The data acquisition process is divided between the Zybo board and the Raspberry Pi.

### A.2.B.1 Zybo

All the proposed and tested designs are instantiated in a testbench circuit responsible for providing inputs for the circuit under test and collecting its outputs. Additionally, this testbench contains error checking modules that compare the outputs of the (usually) three redundant modules in the circuit plus the voted output against the expected correct results. All the results are stored ina FIFO memory at the same time they are checked. A discrepancy between any of the four results and the expected results triggers the sending of the four packages of data to the Raspberry through a UART connection.

Some versions of the testbench implement a hardware UART in the FPGA, while others use a Direct Memory Access (DMA) controller so that the microprocessor reads the stored outputs in the Programmable Logic and sends them in the adequate format through one of its own UART ports.

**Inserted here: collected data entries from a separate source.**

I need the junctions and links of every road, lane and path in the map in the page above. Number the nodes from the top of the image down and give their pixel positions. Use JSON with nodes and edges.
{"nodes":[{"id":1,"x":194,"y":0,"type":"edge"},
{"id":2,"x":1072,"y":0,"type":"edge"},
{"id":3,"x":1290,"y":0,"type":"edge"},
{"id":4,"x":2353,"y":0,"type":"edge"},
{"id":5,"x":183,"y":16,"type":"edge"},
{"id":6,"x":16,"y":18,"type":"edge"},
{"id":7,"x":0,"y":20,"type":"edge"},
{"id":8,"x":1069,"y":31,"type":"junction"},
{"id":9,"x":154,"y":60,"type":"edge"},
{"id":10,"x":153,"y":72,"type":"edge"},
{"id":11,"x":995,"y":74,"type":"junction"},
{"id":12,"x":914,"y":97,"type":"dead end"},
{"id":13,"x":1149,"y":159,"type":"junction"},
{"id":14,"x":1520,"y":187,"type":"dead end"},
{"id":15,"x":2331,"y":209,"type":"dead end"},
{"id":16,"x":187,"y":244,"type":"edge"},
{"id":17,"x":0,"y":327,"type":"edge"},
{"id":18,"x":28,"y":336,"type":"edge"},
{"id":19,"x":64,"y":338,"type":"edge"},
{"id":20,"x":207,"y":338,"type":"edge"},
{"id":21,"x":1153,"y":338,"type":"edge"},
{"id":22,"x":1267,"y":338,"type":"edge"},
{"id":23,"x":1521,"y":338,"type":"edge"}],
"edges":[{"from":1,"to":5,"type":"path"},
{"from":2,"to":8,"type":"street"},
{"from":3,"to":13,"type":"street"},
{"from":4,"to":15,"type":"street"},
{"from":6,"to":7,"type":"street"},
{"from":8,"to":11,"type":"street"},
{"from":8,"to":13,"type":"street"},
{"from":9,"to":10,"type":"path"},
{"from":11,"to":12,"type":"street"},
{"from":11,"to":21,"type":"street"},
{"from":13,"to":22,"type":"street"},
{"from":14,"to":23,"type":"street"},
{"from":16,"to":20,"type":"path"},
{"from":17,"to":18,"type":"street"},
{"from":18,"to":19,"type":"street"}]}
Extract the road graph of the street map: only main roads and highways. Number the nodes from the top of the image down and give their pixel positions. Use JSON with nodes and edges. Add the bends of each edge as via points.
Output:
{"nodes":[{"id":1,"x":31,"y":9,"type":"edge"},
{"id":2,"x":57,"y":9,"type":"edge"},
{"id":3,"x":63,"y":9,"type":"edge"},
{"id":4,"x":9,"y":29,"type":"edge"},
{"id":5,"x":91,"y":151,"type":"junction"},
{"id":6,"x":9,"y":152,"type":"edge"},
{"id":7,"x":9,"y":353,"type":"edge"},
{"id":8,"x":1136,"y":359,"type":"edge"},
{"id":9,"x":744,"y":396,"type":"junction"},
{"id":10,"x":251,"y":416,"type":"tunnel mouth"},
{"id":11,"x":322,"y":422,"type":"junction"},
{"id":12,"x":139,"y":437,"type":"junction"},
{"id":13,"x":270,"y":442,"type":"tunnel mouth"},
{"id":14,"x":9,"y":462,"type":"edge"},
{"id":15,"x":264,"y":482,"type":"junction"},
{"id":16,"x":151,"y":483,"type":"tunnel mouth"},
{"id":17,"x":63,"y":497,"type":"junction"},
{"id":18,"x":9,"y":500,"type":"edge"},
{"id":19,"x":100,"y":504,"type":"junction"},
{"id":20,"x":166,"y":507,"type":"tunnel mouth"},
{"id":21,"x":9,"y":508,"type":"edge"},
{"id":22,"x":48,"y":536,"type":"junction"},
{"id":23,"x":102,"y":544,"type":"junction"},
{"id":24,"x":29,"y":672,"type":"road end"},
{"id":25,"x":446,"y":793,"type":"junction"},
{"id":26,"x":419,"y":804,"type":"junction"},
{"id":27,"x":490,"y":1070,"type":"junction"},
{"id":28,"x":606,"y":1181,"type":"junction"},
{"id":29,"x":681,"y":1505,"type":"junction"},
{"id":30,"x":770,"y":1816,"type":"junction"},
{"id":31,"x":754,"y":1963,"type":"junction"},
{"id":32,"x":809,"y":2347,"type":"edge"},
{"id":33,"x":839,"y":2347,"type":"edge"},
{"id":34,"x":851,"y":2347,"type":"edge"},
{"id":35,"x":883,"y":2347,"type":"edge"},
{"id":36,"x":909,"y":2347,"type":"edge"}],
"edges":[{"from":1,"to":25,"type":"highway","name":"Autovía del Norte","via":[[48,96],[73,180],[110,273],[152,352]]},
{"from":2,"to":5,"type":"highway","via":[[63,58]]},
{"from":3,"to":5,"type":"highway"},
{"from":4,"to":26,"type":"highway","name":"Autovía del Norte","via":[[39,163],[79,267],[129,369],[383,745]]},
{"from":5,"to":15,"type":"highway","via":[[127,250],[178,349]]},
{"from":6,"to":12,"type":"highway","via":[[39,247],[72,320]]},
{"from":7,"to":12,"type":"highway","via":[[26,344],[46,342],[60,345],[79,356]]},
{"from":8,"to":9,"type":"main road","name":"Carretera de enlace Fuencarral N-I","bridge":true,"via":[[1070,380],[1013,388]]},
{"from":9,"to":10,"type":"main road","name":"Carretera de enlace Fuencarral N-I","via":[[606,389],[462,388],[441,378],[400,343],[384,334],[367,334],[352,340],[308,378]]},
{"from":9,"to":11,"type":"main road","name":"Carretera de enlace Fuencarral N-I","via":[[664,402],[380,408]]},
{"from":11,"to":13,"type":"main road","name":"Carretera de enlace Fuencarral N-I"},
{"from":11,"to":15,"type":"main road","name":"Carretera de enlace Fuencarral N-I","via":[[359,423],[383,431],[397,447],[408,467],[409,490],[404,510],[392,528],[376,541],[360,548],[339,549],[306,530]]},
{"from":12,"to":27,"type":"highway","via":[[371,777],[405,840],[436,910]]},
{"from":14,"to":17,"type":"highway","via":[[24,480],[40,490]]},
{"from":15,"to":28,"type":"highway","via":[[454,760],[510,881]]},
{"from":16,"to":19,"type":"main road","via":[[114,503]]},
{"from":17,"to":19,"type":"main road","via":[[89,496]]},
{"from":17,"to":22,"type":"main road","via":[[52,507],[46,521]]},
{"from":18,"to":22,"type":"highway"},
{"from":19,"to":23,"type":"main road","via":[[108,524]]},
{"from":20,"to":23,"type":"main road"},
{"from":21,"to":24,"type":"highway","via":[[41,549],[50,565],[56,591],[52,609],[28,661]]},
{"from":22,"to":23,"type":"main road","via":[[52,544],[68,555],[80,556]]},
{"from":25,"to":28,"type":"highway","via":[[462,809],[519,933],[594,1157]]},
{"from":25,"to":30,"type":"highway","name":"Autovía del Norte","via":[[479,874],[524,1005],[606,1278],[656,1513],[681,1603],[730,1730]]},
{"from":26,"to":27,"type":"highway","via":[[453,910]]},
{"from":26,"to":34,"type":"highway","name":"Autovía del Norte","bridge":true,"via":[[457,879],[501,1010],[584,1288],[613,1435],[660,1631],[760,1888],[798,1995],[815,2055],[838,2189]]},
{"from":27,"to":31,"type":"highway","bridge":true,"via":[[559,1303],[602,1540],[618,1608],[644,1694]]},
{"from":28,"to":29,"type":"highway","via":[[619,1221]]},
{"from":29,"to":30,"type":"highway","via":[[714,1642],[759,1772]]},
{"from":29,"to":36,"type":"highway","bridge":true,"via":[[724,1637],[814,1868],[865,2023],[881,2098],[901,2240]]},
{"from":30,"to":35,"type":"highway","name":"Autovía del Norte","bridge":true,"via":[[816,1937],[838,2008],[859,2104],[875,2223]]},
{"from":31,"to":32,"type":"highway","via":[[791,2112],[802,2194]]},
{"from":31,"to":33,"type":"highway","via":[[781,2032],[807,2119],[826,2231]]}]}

All the resources in the testbench are triplicated and voted and the critical state machines have encoded states to reduce the sensitivity of the testbench against SEUs and SEFIs.

Fig. A.3 shows the schematic of the testbench employed in the experiments. The input/output generation and the error checkers are triplicated and voted in a TMR fashion to avoid errors in the data acquisition chain.



Figure A.3: Architecture of the testbench system.

This testbench can be easily replicated a number of times in order to fill the FPGA as much as possible and obtain all the results possible in a single irradiation campaign.

## A.2.B.2 Raspberry Pi script

The packages containing the faulty data are logged by a script running on the Raspberry Pi. The script stores the data and adds a timestamp to each fault. With each fault, the script performs a power-cycle in the Zybo to reconfigure the FPGA and avoid error accumulation in the configuration memory.

The script running on the Raspberry also acts as an external watchdog to detect certain problems in the application implemented on the Zybo board. Loss of UART connection, long periods of time without faults or without any input from the Zybo, may denote some kind of functional interruption. This triggers a powercycling mechanism from the Raspberry to reconfigure and restart the FPGA.

## A.2.C. Data processing

The logged data stored in the Raspberry Pi can be analyzed offline using automatic tools. For that purpose, the data processing has been divided in three steps, each carried out by a python script.

The first step is to extract the faults in the raw data log and also to extract and adequately format SEM log data, if present. This script also involves discarding corrupted characters that may occur due to faults in the UART transmission.

The second step is devoted to analyze the log produced by the SEM IP. The main goal of this step is to count the amount of addresses injected during the experiment and to calculate the percentage of repeated addresses to evaluate the randomness of the injections.

The third and last step is to analyze the packages of data in which faults occurred. The data from the log is parsed and the results of the three redundant copies and the voted output is assigned to different arrays. For each data point, the correctness of the result is checked against the expected results and, in case of error, the error is classified according to the behaviour of the fault mitigation technique implemented in the design. The script carrying out this step must be carefully modified to emulate the voting logic of the mitigation technique and infer how did the fault affect the system and whether the voting was successful.

Additionally to the error classification, this last step also involves computing statistical analyses regarding the quality and modes of failures of the faults and generating graphical representations of the data, that helps in debugging and analyzing the error mitigation technique under consideration.